Glioma tumors are characterized by high intertumoral/intratumoral heterogeneity. Tumor sampling has limited ability to accurately capture the molecular landscape of the tumor and to disclose aberrations evolving overtime. Tumor heterogeneity, clonal diversity and mutations hamper the ability to tailor personalized therapy. Mutation analysis of cell free DNA (cfDNA) is a non-invasive procedure that may overcome these limitations and reflect the real composition of the tumor to track the molecular evolution dynamics. We collected blood and respective tumor samples from 38 patients and blood samples from 34 controls. Tumor DNA, cfDNA and genomic DNA were sequenced using deep sequencing procedures. The data were analyzed for detection of single nucleotide polymorphism (SNPs), gene-gene fusions and alterations in protein-protein interaction networks [1,2]. CfDNA concentrations were significantly elevated in glioma patients (median: 23.63 ng/mL; range 12.6 – 137), when compared to controls (median 2.06 ng/mL; range 1.68 – 7.62) (p-value<0.0001, t-test). We identified unique mutations in patient’s cfDNA and tumour DNA including the top-10 most frequently mutated genes in gliomas. For example, mutation of TP53 was detected in18.75%; EGFR in 37.5%; NF1in 12.5%; LRP1B in 25% and IRS4 in 25%. For gene-gene fusions, we used our in-house collection, ChiTaRS 5.0 [3]. We identified fusions in cfDNA as well as tumor DNA. Thus, KMT2A-FLNA was the most frequent fusion in 16.4% of samples, BCR-ABL1 (8.82%) and FGFR1-BCR (2.94%). Moreover, COL1A1-PDGFB (5.88%), NIN-PDGFRB (5.88%), KIF5B-RET (5.88%) fusions were identified. Finally, TPM3-ROS1 (2.94%), TFG-ALK (2.94%), MSN-ALK (2.94%) and NPM1-ALK (2.94%) fusions may be targeted by brain penetrating drugs that are ROS1 and ALK inhibitors. As the result, our study suggests that plasma cfDNA integrated analysis may help to uncover real time mutational and fusion alterations of glioma patients. Particularly, it may suggest drug targets using the non-invasive liquid biopsy diagnostics based on personalized gene-gene fusions [6]. The study has been done in collaboration with Prof.Tali Siegal (Neuro-oncology department, Rabin Medical Center) and submitted to Cancers journal (under revision).

Liquid biopsy in Alzheimer's disease using cfDNA and gene-gene fusions

We developed a non-invasive liquid biopsy in Alzheimer Disease (AD) using blood samples. Cell free DNA (cfDNA) has been extracted from plasma of patients, deep sequenced and mapped to the human reference genome as well as to ChiTaRS 5.0 [3], a dataset of chimeric transcripts and fusions. We validated our results for putative gene fusions [3-6]. We have recently obtained preliminary data uncovering more than 170 fusions from AD cortical tissues. We thus proposed to validate unique fusions and their peptide products as non-invasive liquid-biopsy biomarkers for the diagnostics of AD patients. The project is done in collaboration with Prof. Judith Aharon-Perez (Rambam Medical Center).
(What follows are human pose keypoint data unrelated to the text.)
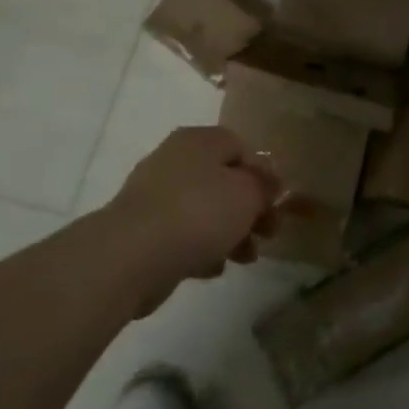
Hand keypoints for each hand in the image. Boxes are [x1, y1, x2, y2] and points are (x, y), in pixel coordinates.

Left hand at [107, 127, 282, 311]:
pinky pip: (182, 234)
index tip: (277, 205)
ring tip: (245, 259)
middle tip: (268, 234)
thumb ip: (265, 186)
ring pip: (204, 210)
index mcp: (200, 140)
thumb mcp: (247, 194)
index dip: (264, 176)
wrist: (131, 256)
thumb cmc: (198, 213)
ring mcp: (155, 195)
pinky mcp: (142, 230)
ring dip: (230, 232)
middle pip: (223, 180)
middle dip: (250, 209)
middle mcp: (176, 159)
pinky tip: (213, 268)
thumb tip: (271, 182)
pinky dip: (201, 249)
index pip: (241, 148)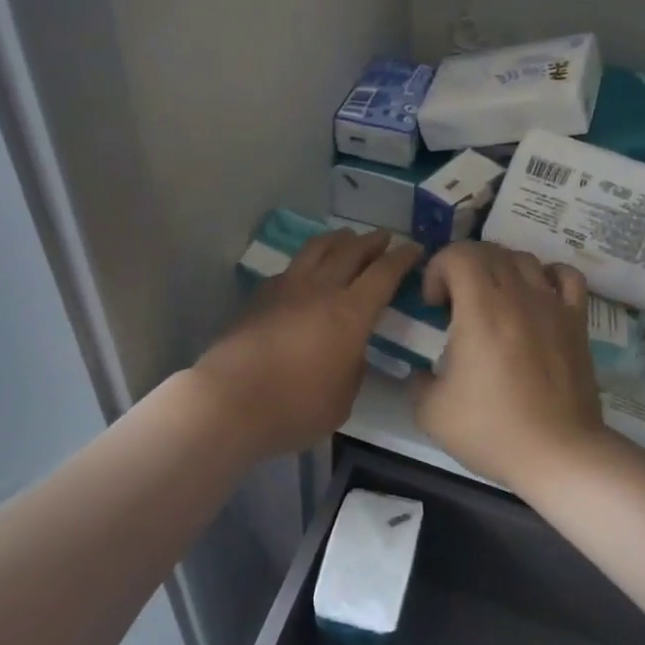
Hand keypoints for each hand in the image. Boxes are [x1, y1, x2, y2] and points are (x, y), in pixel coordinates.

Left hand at [194, 228, 421, 458]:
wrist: (230, 400)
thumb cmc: (295, 407)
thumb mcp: (343, 399)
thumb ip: (353, 368)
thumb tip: (351, 351)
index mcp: (351, 313)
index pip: (383, 274)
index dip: (402, 258)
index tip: (414, 248)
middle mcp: (321, 289)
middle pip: (351, 252)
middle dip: (371, 241)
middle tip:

Liquid biopsy in autoimmune diseases

The practice of "liquid biopsy" as a diagnostic tool for patients is a novel appealing approach. In particular, it allows patient monitoring during treatment, as well as the detection of genomic alterations for targeted therapy. Recently, we uncovered novel gene-gene fusions [3,4] in autoimmune diseases, i.e. arthritis, lupus, and psoriasis. We developed the liquid biopsy platform using cfDNA that map uniquely to gene-gene junctions of fusions for personalized therapy approaches [6]. Using blood samples from 35 patients (in collaboration with Prof. Yair Levi, Meyer Medical Center), we searched for disease-associated fusions as molecular signatures in cfDNA. To determine if fusions are expressed at the protein level, we will perform a comprehensive search for unique peptides–spectra match in mass spectrometry databases. Finally, targeted mass-spec analysis will be conducted for those peptides of interest, which span the gene-gene junctions in order to identify unique biomarkers in autoimmune diseases and to apply them in personalized therapy approaches.